Atlantic Richfield Co. v. Christian is a complicated case raising three legal issues which the Supreme Court has agreed to decide. To summarize the case in one sentence, the owners of a Superfund site object to having to take remedial action not required by the Environment Protection Agency (EPA) to benefit landowners located within the boundaries of the site.  

The Anaconda Smelter, now owned by ARCO, processed copper ore from Butte for nearly 100 years before shutting down in 1980. That same year, Congress enacted the Comprehensive Environmental Response, Compensation and Liability Act (CERCLA) or Superfund law. The purpose of this law is to “foster the cleanup of sites contaminated by hazardous waste, and to protect human health and the environment.”

EPA required ARCO to pursue particular remedies. Landowners located within the boundaries of the site sought two additional remedies beyond what EPA required:  Removing the top two feet of soil from affected properties and installing permeable walls to remove arsenic from the groundwater.

ARCO argues that two provisions of CERCLA prevent the landowners from obtaining additional remedies in this case. ARCO also argues that CERCLA preempts state common-law claims for restoration beyond EPA-ordered remedies. The Supreme Court of Montana rejected all of ARCO’s arguments.

ARCO first claimed the landowners were “challenging” EPA’s remedial plan. The Superfund statute jurisdictionally bars courts from hearing “challenges.” According to the Supreme Court of Montana a “challenge must actively interfere with EPA’s work, as when the relief sought would stop, delay or change the work EPA is doing.” The court found no “challenge” in this case because “the Property Owners are not seeking to interfere with [EPA’s] work, nor are they seeking to stop, delay or change the work EPA is doing.”

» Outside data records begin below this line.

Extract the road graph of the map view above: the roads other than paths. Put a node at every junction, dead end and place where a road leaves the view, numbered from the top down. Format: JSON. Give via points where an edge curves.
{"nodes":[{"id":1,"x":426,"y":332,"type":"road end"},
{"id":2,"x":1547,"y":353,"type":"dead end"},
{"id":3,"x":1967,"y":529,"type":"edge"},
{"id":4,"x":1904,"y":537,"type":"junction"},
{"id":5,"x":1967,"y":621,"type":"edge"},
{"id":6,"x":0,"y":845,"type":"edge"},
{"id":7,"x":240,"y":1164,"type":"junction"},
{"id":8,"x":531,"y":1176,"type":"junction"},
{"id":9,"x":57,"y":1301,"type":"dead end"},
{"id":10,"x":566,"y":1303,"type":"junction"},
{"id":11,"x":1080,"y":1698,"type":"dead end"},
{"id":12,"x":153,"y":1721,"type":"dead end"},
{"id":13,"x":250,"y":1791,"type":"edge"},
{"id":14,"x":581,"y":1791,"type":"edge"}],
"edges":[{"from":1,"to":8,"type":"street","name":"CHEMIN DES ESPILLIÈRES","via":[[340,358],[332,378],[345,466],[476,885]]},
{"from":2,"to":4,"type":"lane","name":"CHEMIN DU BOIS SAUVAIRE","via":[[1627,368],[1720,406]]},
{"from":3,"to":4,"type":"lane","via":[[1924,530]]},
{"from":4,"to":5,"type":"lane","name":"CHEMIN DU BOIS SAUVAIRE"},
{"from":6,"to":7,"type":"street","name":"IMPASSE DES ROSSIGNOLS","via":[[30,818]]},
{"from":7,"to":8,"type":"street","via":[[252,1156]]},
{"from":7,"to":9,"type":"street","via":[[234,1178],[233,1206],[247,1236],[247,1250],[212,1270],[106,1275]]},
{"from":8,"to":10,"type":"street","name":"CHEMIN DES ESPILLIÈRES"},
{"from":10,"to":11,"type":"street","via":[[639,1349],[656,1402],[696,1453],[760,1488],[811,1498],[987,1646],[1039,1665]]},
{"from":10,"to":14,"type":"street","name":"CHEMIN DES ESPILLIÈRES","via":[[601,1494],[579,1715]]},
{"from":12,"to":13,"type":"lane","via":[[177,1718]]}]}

ARCO also claimed the property owners are “Potentially Responsible Parties” (PRP), even though the EPA has never ordered them to pay for the cleanup. The Superfund statute prohibits PRPs from “conducting any remedial action that is inconsistent with EPA’s selected remedy without EPA’s consent.” The Montana Supreme Court noted the property owners have “never been treated as PRPs for any purpose — by either EPA or ARCO — during the entire 30-plus years since the Property Owners’ property was designated as being within the Superfund site.”

Finally, the Montana Supreme Court rejected the argument CERCLA preempts state common-law remediation claims pointing out that CERCLA has two savings clauses which “expressly contemplate the applicability of state law remedies.”

This case provides an interesting mixed bag for states and local governments. To the extent they own Superfund sites they may prefer that remedies be limited to what the EPA mandates. But to the extent others own Superfund sites, they may prefer they be remedied to a greater extent than what EPA requires.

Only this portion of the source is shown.